There are so many financial models of how to deal with debt and many of them are so complex that without expert guidance, many of us get stuck in financial analysis paralysis. It is especially overwhelming when you feel like you can barely pay critical personal expenses like food, housing and healthcare. So, of course you freeze up when you hear that on top of dealing with how to make your money stretch, you have to figure out how to consolidate debt, pay high interest debts first, and a myriad of other financial lingo you don’t understand. What then is simple advice on How to Tackle Your Mountain of Debt?

 

How to Tackle Your Mountain of Debt
1. Start Digging

I once heard Joyce Meyer say that you got yourself buried into the hole you’re in, one transgression at a time so, you can dig yourself out of it, even if you have to use a spoon. What did she mean by this? She meant that you made daily decisions to choose actions that have landed you where you are and now you can make daily, progressive decisions to get yourself out.

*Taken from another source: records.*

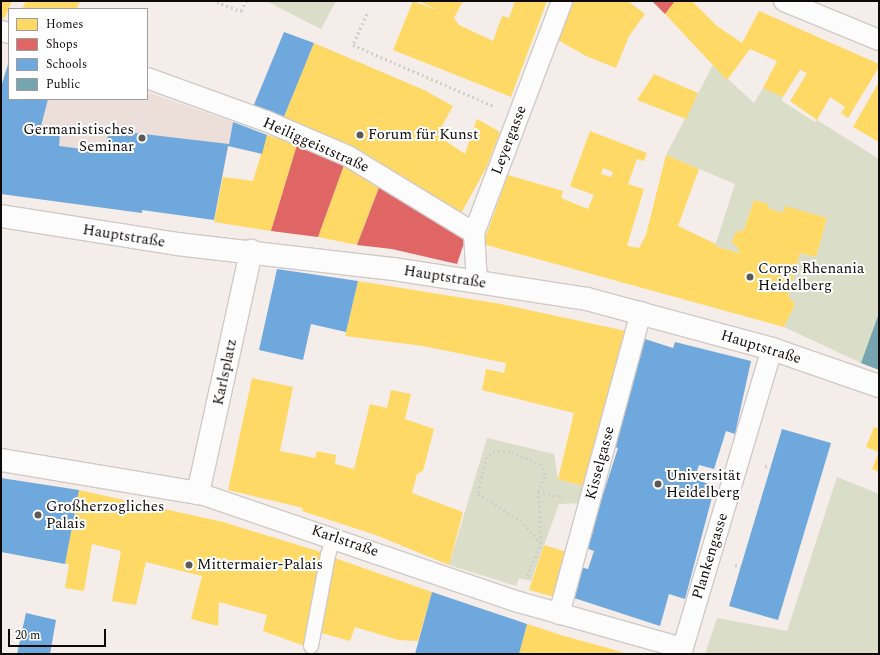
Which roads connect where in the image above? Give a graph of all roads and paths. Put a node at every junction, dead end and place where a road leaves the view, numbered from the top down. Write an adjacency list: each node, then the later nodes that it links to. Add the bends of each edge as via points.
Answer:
1 (246, 1): 4 (path, via 242,11)
2 (562, 1): 8 (street, Leyergasse)
3 (784, 1): 6 (street)
4 (217, 2)
5 (367, 14): 8 (path, via 353,45)
6 (879, 40)
7 (148, 78): 10 (street, Heiliggeiststraße, via 266,121 348,156)
8 (518, 117): 10 (street, Leyergasse)
9 (1, 216): 11 (street, Hauptstraße, via 177,244)
10 (474, 232): 12 (street, Leyergasse)
11 (251, 251): 12 (street, Hauptstraße); 18 (street, Karlsplatz)
12 (477, 282): 13 (street, Hauptstraße, via 587,299)
13 (641, 312): 14 (street, Hauptstraße); 23 (street, Kisselgasse)
14 (772, 349): 15 (street, Hauptstraße); 25 (street, Plankengasse)
15 (879, 386)
16 (1, 460): 18 (street, Karlstraße)
17 (538, 492): 19 (path); 21 (path); 21 (path, via 545,475 541,465 510,452 495,451 487,457 478,494 520,520)
18 (198, 493): 20 (street, Karlstraße)
19 (564, 497)
20 (334, 537): 22 (street, Karlstraße); 24 (lane, via 328,555)
21 (541, 543): 22 (path, via 525,580)
22 (519, 602): 23 (street, Karlstraße)
23 (559, 614): 25 (street, Karlstraße)
24 (311, 646)
25 (682, 651)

Advice: Don’t think that your debt is too big and your finances too small to pay it off, start with what you can. Make a list of all the debts you have in figures. Write a number next to each, beginning with 1 for the smallest figure debt, 2 for the one after that and upwards. Using the digging with a spoon analogy, you will now see the smallest debt as the one that you can reasonably pay off given your current situation.

By choosing to pay the smallest debt, you choose to take control of the situation instead of allowing it to spiral out of hand and to continue to control you. You pay what you can now, rather than wait for someday when you will have more money to pay it all. You will soon realise that you knock off one debt at a time and with the debt, the shackle your creditor had around you.

 
2. Plan Payments

Now that you have decided to start with the smallest debt, plan how you will make payments you can stick to. Look at how to adjust your budget so that you can make regular payments. This could be daily/weekly/monthly/quarterly, etc.

Advice: If budgeting with others, share your plan with them for input and buy-in. If you can pay the entire amount at once, please do. If not, however, plan how you can do so in installments that are small enough to manage with current income but also large enough to challenge you and make a dent on that debt. For accountability, motivation and momentum, I would also suggest that you inform the creditor that you plan to make payments, disclosing the instalments you can manage. Then do what you can to stick to it.

 
3. Separate Funds

Many of us are tested in stewardship when we have finances within reach. As I shared in Stop Giving Out of Pressure, just because you have the funds, doesn’t mean that they are available for whatever comes up. Budget the amount you will allocate towards paying your debt and don’t use it for anything other than paying that particular debt.

Advice: Where you are saving up to make a payment and you don’t entirely trust yourself to not allow other demands, including those of other creditors, get to you, separate those funds you have set aside to pay the debt, from other money you have at your disposal. Whether this will mean that you open a separate account, give it to another to hold for you or seal it in an envelope or safe somewhere, do what you need to do to discipline yourself to focus on paying this debt. It will pay off in the long run.

 
4. Communicate Default

Believe it or not, confessing your sins does bring forgiveness. Okay, let me not get all deep and spiritual about everything I write. My point is, more times than not, when you communicate to your creditor, be it an individual or institution, that something genuine, unforeseen and unavoidable came up, most are understanding. By communicating, you will keep creditors informed and may even avoid undue default penalties. Creditors can even freeze accumulated interest for debtors who show goodwill and commitment to honor their debt.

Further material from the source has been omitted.